TASK BRIEF:
From the first line of the entries below through the line holding "ring dip: (265, 14)", write out every line exactly, please, and leave out the pictures.

INPUT DATA:
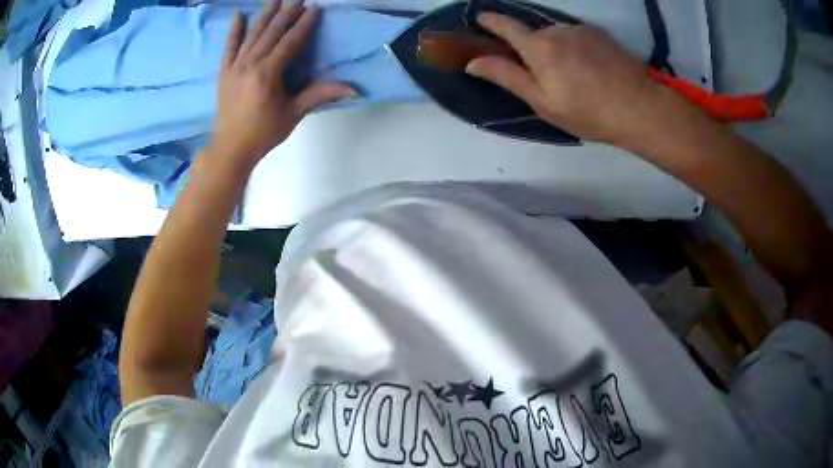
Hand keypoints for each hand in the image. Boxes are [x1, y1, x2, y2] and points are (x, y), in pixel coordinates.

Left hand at [211, 3, 355, 169]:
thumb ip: (318, 95)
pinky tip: (237, 14)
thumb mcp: (293, 114)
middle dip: (286, 13)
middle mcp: (250, 64)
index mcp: (268, 73)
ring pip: (252, 34)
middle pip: (271, 32)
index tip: (314, 7)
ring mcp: (235, 66)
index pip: (290, 42)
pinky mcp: (224, 72)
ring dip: (265, 14)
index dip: (304, 24)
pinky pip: (229, 47)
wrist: (230, 148)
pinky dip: (233, 30)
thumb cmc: (263, 133)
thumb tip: (352, 89)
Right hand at [466, 13, 662, 144]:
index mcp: (538, 47)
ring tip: (574, 77)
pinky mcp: (600, 34)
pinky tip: (591, 70)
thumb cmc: (587, 111)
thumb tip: (474, 62)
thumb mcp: (542, 102)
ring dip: (556, 50)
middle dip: (532, 50)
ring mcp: (581, 30)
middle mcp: (556, 30)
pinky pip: (577, 37)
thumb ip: (507, 77)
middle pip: (534, 35)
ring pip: (558, 36)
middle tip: (547, 79)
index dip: (491, 21)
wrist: (639, 108)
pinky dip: (575, 49)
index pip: (506, 26)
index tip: (481, 18)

EXPECTED OUTPUT:
Hand keypoints for each hand in the image. Boxes are [x1, y1, x2, y2] and points are (x, y), in pixel coordinates.

Left hand at [211, 3, 355, 169]:
thumb ip: (318, 95)
pinky tip: (237, 14)
thumb mcp: (293, 114)
middle dip: (286, 13)
middle mcp: (250, 64)
index mcp: (268, 73)
ring pip: (252, 34)
middle pip: (271, 32)
index tip: (314, 7)
ring mcp: (235, 66)
index pip: (290, 42)
pinky mcp: (224, 72)
ring dip: (265, 14)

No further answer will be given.